Diagnosis: we seem to have hit upon a problem at the conversion layer between virtual and physical memory (RAM).
103109-15272-01.dmp:
Ditto, an attempt to "MiQueryAddressState" appears to proke a crash.
103009-18501-01.dmp:
And again. "MiUnlinkPageFromLockedList" runs into some sort of problem while attempting to deal with physical memory.
=============================
The other few dumps are so badly broken it's difficult to use them even for instructive purposes, but for reasons which are hard to explain succinctly, they too look like hardware.
Overall, while the first couple of dumps looked (hopefully) like driver pool corruption or some type of disk/NTFS issue, all the others suggest that either the RAM itself or the pathways used to get there (processor, motherboard) are somehow unreliable.

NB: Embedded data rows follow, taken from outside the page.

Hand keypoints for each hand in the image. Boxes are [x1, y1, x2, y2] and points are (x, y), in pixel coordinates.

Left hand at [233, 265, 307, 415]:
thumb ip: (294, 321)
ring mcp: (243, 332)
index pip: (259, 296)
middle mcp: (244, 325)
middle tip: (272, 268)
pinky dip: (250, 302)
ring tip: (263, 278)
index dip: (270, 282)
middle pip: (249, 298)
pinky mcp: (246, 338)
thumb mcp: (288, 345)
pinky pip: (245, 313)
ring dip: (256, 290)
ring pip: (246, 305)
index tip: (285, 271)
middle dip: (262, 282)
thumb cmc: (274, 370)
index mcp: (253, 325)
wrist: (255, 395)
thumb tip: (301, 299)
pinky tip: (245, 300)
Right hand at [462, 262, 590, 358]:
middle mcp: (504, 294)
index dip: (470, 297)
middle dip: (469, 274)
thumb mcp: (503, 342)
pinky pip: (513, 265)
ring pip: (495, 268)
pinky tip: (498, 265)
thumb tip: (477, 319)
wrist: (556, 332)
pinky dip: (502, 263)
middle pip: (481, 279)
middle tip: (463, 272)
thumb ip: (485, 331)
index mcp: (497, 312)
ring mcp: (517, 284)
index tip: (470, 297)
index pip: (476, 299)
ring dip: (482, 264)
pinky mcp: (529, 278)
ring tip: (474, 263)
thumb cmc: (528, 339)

When troubleshooting a bunch of dumps from a single machine, it is never a good idea to assume the worst. For example, "pool corruption" might be caused by bad hardware, but it would be a mistake to jump to that conclusion if all we had was 103109-15943-01.dmp. Instead, we'd assume the cause was a bad driver and use DV to try to find it.
Conversely, once you've got evidence of a rather severe problem - in particular a hardware problem - it becomes almost impossible and definitely pointless to troubleshoot lesser issues such as software pool corruption, at least until the hardware badness is thoroughly resolved.
===============================
Overall diagnosis: RAM or RAM access is highly unreliable. The machine is either overclocked, inadequately cooled, or outright broken. The chances of a software cause are less than 10%
Recommendation: rum memory diagnostics 'til the thing bleeds - for hours or days if necessary.